Ian Anderson 5 p.m., July 22
Veteran San Diego Pimp Unite to Decries Proposition 35, But Also Decries Child Sex Trafficking
"If you outlaw pimping, then only outlaws will be pimps."
DOWNTOWN, A LITTLE AFTER 2 A.M., JUST LOOKING FOR SOME COMPANY - "Like the man said, 'Pimpin' ain't easy,'" says the Reverend Doctor Silk Sugar, a San Diego pimp with over 20 years of experience and 35 hos in his stable at any given time. "But if Prop 35 passes, it's going to get a whole lot harder than it ever was before."
California's Proposition 35, while will go before voters in the fall, seeks to retard the rapidly growing "child sex trafficking" end of the pimping business by greatly increasing the legal and financial penalties for those convicted of exploiting children for fun and profit. But, says Sugar, the proposition's sweeping language means that many "innocent pimps" will be placed at risk if the measure passes.
"Nine years ago," explains Sugar, "the FBI identified San Diego as a 'High Intensity Child Prostitution Area,' and that's a damn shame, no doubt. Nobody wants to see a 13-year-old working National City's other 'Mile of Cars.' Well, some people do, but that doesn't mean it's right. But 'high-intensity' is a relative term, you know? Even if only 90 percent of local pimps are not selling underripe fruit - well, you know what they say about one bad apple."
Mixed metaphors aside, Sugar has serious concerns about what Prop 35 could mean, not just for honest, hardworking citizen pimps, but for the entertainment industry as a whole. "Suddenly," he muses, "it's like it's a crime to profit from someone else's labor. That's just ridiculous. A pimp is like an agent, or a manager. Justin Bieber was just some kid with a YouTube account before Scooter Braun found him and made him into a sensation. That kind of focus and direction is exactly what a good pimp can provide, freeing up the ho to work on the things that make her attractive to the consumer. We take care of business so she can take care of your business, you know? You take your average 17-year old hottie who's decided to work the street. What does she really know about the ins and outs of her chosen profession? How is she going to protect herself - from financial shenanigans, from legal entanglements, even from actual violence at the hands of some wackadoodle client? Pimps are a vital part of of the sex-worker ecosystem, and Prop 35 places them in harm's way."

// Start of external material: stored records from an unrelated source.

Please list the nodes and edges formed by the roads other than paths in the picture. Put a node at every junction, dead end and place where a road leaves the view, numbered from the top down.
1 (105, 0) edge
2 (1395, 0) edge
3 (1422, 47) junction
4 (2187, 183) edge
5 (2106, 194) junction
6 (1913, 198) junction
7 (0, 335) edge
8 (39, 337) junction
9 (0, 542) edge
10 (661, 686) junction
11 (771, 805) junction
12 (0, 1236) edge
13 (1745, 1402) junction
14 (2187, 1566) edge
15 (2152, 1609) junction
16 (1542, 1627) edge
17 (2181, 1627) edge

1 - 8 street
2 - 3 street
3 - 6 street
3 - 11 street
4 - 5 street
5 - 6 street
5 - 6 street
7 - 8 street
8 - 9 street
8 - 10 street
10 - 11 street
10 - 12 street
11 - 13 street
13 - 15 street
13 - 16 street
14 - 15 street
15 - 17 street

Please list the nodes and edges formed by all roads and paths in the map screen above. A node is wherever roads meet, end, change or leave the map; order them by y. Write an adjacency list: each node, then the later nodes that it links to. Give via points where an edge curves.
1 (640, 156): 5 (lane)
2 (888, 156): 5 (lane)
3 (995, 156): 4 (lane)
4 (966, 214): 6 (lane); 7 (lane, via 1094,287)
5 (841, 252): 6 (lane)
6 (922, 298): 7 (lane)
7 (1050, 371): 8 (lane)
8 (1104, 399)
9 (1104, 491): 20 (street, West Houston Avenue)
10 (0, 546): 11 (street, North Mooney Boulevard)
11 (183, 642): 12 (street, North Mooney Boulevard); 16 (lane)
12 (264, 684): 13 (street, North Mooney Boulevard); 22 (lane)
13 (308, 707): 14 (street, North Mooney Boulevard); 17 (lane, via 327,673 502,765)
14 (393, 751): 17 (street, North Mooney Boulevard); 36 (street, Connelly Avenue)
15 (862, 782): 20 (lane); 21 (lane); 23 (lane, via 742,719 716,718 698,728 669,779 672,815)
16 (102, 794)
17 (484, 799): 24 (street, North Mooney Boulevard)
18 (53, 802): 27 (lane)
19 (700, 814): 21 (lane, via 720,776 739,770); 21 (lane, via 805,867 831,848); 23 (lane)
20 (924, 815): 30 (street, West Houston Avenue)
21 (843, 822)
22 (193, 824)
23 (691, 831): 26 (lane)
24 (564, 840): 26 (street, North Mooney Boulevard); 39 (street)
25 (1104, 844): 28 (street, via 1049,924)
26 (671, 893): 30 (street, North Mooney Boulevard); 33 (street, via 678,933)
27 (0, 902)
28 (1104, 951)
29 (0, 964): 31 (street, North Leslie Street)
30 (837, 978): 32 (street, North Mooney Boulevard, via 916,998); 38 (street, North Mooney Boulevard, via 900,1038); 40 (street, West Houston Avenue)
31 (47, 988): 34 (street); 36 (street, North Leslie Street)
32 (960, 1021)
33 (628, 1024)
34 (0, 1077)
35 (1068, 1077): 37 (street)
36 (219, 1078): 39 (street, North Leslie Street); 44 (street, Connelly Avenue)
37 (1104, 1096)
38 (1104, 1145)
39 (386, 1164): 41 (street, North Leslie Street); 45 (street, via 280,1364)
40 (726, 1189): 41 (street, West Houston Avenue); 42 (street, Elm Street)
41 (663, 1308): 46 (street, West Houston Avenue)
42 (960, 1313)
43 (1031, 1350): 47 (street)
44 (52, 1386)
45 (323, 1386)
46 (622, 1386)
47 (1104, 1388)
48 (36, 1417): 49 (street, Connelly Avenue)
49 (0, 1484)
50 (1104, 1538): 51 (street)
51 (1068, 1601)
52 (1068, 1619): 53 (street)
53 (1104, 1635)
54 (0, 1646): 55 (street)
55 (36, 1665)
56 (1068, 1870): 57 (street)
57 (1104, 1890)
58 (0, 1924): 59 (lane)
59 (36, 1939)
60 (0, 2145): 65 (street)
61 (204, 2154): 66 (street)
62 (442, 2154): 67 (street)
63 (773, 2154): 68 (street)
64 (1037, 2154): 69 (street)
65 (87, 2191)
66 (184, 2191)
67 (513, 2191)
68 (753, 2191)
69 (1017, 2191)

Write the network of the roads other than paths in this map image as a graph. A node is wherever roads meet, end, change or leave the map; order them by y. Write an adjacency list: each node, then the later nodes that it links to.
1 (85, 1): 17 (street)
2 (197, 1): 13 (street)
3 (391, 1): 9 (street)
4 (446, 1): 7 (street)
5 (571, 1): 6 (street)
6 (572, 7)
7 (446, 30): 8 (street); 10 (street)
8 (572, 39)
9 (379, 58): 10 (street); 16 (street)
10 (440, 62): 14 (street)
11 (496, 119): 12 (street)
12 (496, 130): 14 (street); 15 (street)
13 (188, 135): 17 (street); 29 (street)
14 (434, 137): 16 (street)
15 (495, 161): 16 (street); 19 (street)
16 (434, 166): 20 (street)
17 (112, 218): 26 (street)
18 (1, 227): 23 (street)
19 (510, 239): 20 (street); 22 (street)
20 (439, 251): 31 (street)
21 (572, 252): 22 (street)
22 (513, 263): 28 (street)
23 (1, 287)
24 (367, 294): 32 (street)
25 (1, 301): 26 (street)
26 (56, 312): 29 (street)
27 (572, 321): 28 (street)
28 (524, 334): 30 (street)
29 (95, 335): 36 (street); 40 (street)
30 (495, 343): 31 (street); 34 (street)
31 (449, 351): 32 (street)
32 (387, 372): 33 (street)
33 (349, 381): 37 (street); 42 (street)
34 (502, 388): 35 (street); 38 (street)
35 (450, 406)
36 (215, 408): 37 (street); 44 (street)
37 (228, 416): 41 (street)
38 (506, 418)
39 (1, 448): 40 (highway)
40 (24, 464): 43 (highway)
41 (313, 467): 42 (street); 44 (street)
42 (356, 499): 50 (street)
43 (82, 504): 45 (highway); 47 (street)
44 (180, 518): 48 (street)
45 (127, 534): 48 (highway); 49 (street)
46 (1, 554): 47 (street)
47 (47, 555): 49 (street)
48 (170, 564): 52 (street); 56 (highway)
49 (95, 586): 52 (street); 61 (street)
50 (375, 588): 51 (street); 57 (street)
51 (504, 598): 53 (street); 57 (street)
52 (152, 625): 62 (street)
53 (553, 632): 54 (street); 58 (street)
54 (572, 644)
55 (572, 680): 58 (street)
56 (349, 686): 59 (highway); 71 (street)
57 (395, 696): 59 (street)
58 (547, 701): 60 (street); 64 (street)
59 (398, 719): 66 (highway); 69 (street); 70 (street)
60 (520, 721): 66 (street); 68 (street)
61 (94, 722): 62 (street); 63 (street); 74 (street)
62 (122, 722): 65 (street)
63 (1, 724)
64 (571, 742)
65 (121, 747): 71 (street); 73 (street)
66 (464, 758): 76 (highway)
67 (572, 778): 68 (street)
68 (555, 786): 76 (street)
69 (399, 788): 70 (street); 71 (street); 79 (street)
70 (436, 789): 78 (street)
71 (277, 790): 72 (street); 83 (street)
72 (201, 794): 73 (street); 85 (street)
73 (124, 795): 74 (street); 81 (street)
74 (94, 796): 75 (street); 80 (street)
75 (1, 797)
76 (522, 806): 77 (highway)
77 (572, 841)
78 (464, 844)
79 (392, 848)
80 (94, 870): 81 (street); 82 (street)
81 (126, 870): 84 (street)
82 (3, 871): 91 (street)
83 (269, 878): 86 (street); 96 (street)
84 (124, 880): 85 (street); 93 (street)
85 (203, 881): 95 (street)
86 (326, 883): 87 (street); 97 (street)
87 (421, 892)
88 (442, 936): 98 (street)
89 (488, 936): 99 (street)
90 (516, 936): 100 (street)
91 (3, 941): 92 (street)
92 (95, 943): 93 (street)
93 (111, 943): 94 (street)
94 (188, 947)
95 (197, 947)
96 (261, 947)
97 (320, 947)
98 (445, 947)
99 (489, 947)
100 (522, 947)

Finally, says Sugar, "California is facing a serious economic crisis. The old economic model isn't working. But the oldest economic model is working - like gangbusters. What is needed now is not some goodhearted but misguided attempt by a busybody government to regulate human desire, but a commonsense approach that will see pimping turned into a legitimate, taxable, regulatable business."
"Pimps for Romney, 2012!" Sugar concluded.